- Official death toll rises to 21; number of missing drops to 30; Next update at 6 p.m. Monday
- Infant survivor of mudslide upgraded to serious condition, breathing on his own.
- Search crews raise flag at mudslide
The death toll has risen to 21 in the Oso mudslide, officials confirmed at a briefing Sunday evening, while the number of missing plummeted to 30 over the weekend after many people were found safe.
The Snohomish County Medical Examiner has now officially identified 15 of the victims with another six still unidentified, said Jason Biermann, a program manager with Snohomish County’s Department of Emergency Management.
The remains of four more victims were discovered in the massive debris field Sunday, Biermann said.
Officials previously set the number of missing people at 90, but they had said they expected that figure to drop dramatically as they worked to find people and cross-referenced a list that included partial reports and duplicates.
And, underscoring the difficulty of identifying those killed in one of the deadliest landslides in U.S. history, Biermann said crews are not always discovering complete remains.
“Rescuers are not always making full recoveries,” he said. “Often, they are making partial recoveries.”
Personal items, both large and small, are also discovered in wreckage.
“What we found out here is everything from pictures to gun safes,” said Snohomish County Fire District 1 battalion chief Steve Mason.
The items that would later be cleaned, sorted and hopefully returned to families.
Search dogs take a break
Many of the dogs essential in the search for victims of the deadly mudslide take a two-day break, rescue crews said Sunday, as the official death toll rose and more bodies were recovered.
The dogs can lose their sensing ability if overworked in the cold and rain.
“The conditions on the slide field are difficult, so this is just a time to take care of the dogs,” said Kris Rietmann, a spokeswoman for the team working on the eastern portion of the slide, which hit March 22 about 55 miles northeast of Seattle and is one of the deadliest in U.S. history.
Dogs from the Federal Emergency Management Agency that arrived more recently will continue working.
Moment of silence
Heavy rains and winds pounded the Oso mudslide debris field Saturday, further slowing the efforts of hundreds of rescue crew members mired in the quicksand-like conditions.
Searchers took time to honor the victims and their families during a moment of silence at 10:37 a.m. – the exact moment the slide occurred last Saturday. Gov. Inslee asked for people in Washington state to take time to pause on Saturday for those lost in the deadly slide.
“The identification process has been very challenging,” said Snohomish County Executive Director Gary Haakenson.
The medical examiner will now issue a report to officials once a day at 4:30 p.m., and they in turn will release that information at a single 6 p.m. briefing for the indefinite future.
Foul weather hampering search
Heavy rain and wind made miserable conditions even worse for crews working on the debris field Friday.

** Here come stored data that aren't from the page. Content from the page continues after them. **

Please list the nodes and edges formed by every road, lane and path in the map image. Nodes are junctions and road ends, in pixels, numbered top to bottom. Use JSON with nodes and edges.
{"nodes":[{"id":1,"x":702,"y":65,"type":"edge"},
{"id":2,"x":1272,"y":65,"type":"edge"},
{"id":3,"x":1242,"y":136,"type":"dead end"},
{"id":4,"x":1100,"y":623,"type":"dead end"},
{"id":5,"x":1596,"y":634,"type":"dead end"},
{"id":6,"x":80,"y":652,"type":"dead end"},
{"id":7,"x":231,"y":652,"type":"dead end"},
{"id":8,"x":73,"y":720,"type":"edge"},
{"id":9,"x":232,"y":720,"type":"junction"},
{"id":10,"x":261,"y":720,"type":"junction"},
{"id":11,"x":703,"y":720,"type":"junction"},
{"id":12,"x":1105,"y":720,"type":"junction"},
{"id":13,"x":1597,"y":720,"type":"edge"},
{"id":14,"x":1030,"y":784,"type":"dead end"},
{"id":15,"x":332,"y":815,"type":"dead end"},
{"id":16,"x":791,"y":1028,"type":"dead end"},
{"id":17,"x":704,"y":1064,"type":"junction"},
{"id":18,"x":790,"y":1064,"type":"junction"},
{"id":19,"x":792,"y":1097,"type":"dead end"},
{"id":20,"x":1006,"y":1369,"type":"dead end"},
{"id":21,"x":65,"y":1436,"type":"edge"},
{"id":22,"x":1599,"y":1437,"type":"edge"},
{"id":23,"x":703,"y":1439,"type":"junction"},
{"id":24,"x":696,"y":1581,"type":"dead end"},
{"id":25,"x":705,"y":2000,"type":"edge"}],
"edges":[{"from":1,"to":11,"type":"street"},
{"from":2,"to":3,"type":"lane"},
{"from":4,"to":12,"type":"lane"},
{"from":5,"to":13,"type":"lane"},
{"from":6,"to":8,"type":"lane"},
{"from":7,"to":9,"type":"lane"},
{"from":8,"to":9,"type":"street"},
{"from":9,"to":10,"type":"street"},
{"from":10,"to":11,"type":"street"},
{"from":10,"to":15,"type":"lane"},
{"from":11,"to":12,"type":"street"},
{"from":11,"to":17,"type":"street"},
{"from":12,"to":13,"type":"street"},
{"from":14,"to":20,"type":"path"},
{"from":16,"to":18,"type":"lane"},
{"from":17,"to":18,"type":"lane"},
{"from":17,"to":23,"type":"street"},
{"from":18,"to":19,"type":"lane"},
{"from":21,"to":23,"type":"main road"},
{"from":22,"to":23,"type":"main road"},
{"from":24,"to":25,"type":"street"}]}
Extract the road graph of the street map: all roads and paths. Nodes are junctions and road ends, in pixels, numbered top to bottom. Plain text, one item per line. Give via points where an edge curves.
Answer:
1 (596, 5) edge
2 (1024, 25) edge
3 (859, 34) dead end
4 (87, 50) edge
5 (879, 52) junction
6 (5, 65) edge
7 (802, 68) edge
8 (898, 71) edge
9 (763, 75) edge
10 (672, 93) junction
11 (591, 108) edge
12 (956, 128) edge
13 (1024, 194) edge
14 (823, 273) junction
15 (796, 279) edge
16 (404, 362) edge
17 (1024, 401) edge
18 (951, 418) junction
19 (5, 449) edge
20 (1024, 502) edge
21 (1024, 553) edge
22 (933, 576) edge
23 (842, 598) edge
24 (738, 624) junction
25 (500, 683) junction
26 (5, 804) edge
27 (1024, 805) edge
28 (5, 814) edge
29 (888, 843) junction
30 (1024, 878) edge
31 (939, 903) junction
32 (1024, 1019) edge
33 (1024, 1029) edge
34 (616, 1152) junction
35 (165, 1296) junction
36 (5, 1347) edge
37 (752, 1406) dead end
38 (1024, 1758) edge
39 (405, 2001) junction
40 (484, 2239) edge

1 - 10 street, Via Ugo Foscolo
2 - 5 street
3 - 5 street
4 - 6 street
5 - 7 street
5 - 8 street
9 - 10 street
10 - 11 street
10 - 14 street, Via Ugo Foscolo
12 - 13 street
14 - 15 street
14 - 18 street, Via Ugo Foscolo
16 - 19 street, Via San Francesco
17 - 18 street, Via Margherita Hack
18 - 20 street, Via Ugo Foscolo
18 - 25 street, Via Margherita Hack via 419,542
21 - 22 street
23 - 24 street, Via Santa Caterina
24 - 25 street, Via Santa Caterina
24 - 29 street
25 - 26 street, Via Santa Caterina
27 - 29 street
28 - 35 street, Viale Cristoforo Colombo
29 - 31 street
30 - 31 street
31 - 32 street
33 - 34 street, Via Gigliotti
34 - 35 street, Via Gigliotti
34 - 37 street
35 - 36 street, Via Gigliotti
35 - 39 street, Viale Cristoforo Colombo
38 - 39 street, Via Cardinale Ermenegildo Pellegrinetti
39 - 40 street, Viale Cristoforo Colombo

“It’s made the quicksand even worse. I cannot possibly tell you how long this will last or when or if they will find more bodies. We hope that we do, but right now there’s no telling,” Haakenson said.
Forecasters say the heavier rain will stick around through at least Monday. The National Weather Service has extended a flash flood watch for the slide area through Monday. Flash flooding downstream to Arlington is possible.
Additional geologists were brought in Friday to determine the threat of another slide.
“At this time, we believe that everybody at the site, from an additional slide potential, is safe. But we want to continue to monitor that,” said Snohomish Fire District 21 Chief Travis Hots.
He explained that they’ve split the slide into two branches: east (Darrington) and west (Arlington).
“It’s working well with getting things done and getting the resources that everybody needs on both side of the incident.”
He said they’re working on an emergency road for emergency vehicles only.
Search teams are describing horrific conditions as they wade through the widespread debris field at the Oso mudslide.
“If you could imagine houses, trees, and a bunch of mud put into a blender, run for a bit, and then dumped back on the ground,” said National Guard Master Sgt. Chris Martin. “It’s absolutely devastating.”
He and Senior Airman Charlotte Gibson are part of the Search and Rescue Extraction Team.
“It’s almost impossible. You’ll fall in waist deep or knee deep in some areas… we just keep pushing on as slowly and meticulously as we can so we don’t miss anything,” said Gibson.
The pair explained when they discover human remains, they’ll use GPS to mark the location and then call the command center, which will send a dog or other support.
“You start with how many people are there, how many people aren’t there and that’s your base number,” explained Tom Miner with FEMA’s Urban Search and Rescue Team. “And then there’s the unknown of how many people were in there that we don’t know anything about. Will you ever get an accurate number? It took us weeks to get an accurate number in Oklahoma City and I’m not sure we ever got an accurate number in the World Trade Center.”
The Associated Press contributed to this report.